You are viewing a plain text version of this content. The canonical link for it is here.
Posted to dev@httpd.apache.org by Dirk-Willem van Gulik <di...@covalent.net> on 2001/07/24 19:43:09 UTC

OSDLab projectL Accept() locking on large (6+ CPU) boxes

Folks,

Some time ago Sander Temme did some tests to certify Covalent's Apache/SSL
product as part of the SunTone program.

Part of that entails running it on anything from a tiny SUN Ultra T1 all
the way up to 8 way big iron.

We found that, for purely static content, the default locking mechanisms
where far from ideal.

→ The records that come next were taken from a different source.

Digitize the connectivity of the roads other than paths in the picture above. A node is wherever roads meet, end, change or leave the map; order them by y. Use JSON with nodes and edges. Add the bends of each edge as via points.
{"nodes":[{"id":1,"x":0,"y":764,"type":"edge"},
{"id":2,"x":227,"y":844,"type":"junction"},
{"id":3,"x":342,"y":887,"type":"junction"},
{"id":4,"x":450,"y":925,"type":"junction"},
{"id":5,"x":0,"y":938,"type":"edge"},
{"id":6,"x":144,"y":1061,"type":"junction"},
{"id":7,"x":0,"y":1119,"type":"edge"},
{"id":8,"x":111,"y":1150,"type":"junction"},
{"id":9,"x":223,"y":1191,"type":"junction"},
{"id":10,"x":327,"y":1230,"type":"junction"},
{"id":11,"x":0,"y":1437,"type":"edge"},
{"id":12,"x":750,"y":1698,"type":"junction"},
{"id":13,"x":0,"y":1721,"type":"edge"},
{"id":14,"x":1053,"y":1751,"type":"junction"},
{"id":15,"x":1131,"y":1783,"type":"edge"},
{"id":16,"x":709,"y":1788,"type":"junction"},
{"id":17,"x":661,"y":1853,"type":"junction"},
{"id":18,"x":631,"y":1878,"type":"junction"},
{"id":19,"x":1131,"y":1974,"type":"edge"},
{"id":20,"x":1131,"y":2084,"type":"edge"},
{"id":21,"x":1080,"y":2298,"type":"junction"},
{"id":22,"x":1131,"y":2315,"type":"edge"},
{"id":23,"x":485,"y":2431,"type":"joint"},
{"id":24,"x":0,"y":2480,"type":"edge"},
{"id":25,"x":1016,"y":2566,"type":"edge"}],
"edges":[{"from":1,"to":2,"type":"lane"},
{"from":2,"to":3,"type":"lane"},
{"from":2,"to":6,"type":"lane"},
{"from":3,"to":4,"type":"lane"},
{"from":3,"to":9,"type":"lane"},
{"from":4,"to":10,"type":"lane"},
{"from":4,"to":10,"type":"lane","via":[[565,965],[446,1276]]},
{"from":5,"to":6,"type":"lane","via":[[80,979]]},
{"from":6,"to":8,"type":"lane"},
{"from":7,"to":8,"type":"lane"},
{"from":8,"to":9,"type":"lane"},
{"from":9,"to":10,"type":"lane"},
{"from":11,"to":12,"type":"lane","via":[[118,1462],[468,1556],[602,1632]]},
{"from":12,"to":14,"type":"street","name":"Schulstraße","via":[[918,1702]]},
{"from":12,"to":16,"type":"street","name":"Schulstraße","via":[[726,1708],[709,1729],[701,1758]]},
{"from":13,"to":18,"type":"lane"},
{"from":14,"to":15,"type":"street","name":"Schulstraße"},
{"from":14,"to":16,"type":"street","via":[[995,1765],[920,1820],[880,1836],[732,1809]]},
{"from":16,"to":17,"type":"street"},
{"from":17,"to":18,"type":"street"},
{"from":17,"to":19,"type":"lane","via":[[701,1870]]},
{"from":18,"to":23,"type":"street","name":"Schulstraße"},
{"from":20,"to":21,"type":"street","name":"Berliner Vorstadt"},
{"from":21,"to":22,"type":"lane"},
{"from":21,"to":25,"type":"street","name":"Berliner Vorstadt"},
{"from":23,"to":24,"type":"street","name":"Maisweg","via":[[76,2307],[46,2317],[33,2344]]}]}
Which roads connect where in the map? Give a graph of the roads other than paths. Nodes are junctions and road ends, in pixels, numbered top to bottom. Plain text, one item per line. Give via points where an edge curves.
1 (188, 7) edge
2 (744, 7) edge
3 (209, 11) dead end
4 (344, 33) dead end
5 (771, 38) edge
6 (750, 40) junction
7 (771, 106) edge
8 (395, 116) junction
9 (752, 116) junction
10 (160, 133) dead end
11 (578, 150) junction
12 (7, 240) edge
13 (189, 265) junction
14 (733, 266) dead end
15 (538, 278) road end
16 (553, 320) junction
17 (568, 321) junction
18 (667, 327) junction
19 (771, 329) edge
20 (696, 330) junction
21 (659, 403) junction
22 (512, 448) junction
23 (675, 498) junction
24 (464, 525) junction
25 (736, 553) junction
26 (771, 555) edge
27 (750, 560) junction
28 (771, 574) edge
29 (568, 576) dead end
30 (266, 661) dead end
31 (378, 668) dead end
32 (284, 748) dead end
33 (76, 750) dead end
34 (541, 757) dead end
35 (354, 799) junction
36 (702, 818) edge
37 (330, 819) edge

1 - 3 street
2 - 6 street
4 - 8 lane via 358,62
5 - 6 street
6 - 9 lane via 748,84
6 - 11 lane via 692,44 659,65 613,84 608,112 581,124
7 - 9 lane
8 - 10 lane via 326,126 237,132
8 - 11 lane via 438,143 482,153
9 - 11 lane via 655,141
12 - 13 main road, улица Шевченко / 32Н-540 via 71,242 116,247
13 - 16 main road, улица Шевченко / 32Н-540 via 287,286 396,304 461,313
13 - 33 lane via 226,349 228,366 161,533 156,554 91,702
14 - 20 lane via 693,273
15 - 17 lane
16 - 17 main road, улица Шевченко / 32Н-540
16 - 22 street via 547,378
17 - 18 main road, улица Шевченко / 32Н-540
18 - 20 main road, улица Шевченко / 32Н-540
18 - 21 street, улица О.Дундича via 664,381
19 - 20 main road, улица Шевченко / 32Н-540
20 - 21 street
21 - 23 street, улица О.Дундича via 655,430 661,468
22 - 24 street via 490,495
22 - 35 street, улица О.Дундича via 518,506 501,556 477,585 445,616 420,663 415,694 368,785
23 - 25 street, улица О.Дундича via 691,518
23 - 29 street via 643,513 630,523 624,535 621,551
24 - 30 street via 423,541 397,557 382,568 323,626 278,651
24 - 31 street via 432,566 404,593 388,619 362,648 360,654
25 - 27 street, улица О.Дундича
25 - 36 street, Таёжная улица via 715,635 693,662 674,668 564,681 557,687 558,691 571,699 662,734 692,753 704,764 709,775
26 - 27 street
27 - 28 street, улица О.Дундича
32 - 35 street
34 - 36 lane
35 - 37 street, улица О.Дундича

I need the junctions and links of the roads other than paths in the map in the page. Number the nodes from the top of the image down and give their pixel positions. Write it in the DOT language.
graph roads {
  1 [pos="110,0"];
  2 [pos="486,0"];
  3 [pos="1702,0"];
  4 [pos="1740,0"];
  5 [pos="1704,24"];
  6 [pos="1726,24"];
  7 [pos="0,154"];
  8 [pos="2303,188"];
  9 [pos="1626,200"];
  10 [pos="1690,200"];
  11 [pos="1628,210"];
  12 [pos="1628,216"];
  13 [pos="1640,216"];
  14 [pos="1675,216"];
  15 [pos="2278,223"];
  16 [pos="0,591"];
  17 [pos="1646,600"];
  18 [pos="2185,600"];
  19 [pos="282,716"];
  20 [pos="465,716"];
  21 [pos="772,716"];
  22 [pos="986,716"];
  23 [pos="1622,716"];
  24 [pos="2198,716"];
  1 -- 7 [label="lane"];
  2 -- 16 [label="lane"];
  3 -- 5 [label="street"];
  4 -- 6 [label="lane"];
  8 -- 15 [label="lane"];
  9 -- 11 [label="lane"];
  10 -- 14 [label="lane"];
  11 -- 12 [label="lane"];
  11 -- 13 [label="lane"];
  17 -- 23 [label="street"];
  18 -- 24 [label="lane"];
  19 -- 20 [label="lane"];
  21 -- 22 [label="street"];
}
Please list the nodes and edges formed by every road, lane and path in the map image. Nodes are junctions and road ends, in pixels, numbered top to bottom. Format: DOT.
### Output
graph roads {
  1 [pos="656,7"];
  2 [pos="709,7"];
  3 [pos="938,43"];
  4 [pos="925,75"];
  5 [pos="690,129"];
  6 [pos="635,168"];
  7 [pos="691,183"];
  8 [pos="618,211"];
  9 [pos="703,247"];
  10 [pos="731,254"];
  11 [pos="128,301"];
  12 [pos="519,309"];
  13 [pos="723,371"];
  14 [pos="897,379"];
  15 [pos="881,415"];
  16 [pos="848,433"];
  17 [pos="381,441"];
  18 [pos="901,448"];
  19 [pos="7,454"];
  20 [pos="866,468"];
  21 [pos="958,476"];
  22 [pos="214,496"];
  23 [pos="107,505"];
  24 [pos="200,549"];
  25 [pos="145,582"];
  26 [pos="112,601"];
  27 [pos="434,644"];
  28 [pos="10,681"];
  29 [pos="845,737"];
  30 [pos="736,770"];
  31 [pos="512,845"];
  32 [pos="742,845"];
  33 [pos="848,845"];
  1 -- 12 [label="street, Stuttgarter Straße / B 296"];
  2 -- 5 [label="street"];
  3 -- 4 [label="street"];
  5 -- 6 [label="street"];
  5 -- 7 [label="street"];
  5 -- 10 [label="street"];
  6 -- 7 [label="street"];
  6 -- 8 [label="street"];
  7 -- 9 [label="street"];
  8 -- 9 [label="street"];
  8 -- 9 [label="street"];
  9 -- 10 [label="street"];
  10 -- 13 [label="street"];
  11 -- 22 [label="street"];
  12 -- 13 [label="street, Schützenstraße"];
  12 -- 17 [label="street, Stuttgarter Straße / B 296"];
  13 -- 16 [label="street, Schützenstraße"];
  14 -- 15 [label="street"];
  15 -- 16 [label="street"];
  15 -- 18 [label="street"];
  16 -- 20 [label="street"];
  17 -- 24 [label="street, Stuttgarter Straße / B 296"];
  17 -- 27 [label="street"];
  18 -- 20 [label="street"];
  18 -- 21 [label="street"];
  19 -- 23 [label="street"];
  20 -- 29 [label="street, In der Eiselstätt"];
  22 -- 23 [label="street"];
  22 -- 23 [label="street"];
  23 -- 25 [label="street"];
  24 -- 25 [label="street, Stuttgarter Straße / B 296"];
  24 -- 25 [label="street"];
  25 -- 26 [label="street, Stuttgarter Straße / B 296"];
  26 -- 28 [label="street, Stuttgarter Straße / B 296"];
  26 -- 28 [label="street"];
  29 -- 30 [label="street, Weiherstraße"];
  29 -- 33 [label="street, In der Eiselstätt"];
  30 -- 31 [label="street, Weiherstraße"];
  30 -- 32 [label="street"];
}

And in fact that we had a hard time saturating
machines from small to large with the single configuration across the
whole range of Sun machines.

After playing with some locking strategies we now suspect that this
actually might not be sun specific; but a general multi processor (6 way
and above) box issue.

So we've proposed a small project to the the Open Software Developer Lab
(www.osdlab.org)  to do some careful measuring and tuning attempts across
a _range_ of 1 CPU .. 16 CPU boxes with different locking mechanisms (on
Linux in their case). We expect to find that some mechanisms are good for
few CPU's and some for a lot of CPU's. (And we obviously will experiment
with various types of loads, client-rtt's, etc, etc to understand what is
happening).

In any case; we'll report back here on the list what we find; hopefully
backed by a patch if we can make apache do better.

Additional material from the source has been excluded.